Harnessing innate anti-tumour immunity using a Klebsiella-derived therapeutic to reduce tumour burden and improve outcomes in mouse models of lung cancer

Abstract

Abstract Tumour regression and increased survival has been associated with certain acute microbial infections. Immune dysfunction contributes to the development and progression of lung cancer, and therapies that re-constitute anti-tumor immune responses provide an important means to effectively treat malignancies and improve health outcomes. We hypothesized that stimulating the innate immune system with bacterial-derived immunomodulators could induce protective anti-cancer immune responses.
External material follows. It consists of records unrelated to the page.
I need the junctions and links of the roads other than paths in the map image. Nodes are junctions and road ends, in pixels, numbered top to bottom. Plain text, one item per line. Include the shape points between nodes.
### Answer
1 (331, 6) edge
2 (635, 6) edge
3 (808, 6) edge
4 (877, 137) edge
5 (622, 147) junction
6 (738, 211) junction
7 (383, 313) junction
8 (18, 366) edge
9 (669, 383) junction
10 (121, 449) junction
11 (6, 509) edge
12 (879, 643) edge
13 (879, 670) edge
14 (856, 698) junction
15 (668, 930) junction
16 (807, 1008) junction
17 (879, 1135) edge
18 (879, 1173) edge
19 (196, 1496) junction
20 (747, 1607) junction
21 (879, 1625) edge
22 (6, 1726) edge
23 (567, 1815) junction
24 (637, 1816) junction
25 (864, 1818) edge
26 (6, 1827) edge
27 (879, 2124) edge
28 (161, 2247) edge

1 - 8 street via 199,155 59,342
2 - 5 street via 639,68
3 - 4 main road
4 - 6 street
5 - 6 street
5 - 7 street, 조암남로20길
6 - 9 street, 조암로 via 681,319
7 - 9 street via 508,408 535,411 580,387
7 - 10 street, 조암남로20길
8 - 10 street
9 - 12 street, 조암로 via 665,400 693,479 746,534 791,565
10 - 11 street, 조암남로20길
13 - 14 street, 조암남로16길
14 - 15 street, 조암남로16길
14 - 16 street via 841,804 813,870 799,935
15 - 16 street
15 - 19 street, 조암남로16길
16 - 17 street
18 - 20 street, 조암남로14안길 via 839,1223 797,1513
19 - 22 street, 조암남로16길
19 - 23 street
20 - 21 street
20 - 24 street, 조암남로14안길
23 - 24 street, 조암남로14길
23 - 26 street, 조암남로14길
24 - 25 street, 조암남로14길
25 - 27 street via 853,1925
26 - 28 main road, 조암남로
A Klebsiella-derived drug product, QBKPN (Qu Biologics), was used to specifically stimulate the innate immune niche in the lungs in established mouse models of lung cancer. Repeated subcutaneous administration with QBKPN significantly reduced lung tumor burden and increased survival. The protective action of QBKPN required prior exposure to Klebsiella through either environmental exposure or lung infection. However, this QBKPN-mediated anti-tumour response was independent of adaptive immunity, as the protective effect remained in RAG2-knockout mice. QBKPN intervention was characterized by a rapid, acute-like systemic immune response, including increased circulatory inflammatory cytokines and innate immune cells, leading to recruitment of immune effector cells into the lung tissue, including macrophages and natural killer (NK) cells. In addition to recruitment of innate immune cells, QBKPN increased markers of classically activated macrophages and increased production of NK cell effector molecules. Together, these data suggest that QBKPN, a Klebsiella-derived immunomodulator, causes activation and recruitment of macrophages and NK cells into the lungs, reducing cancer tumour burden and improving survival outcomes.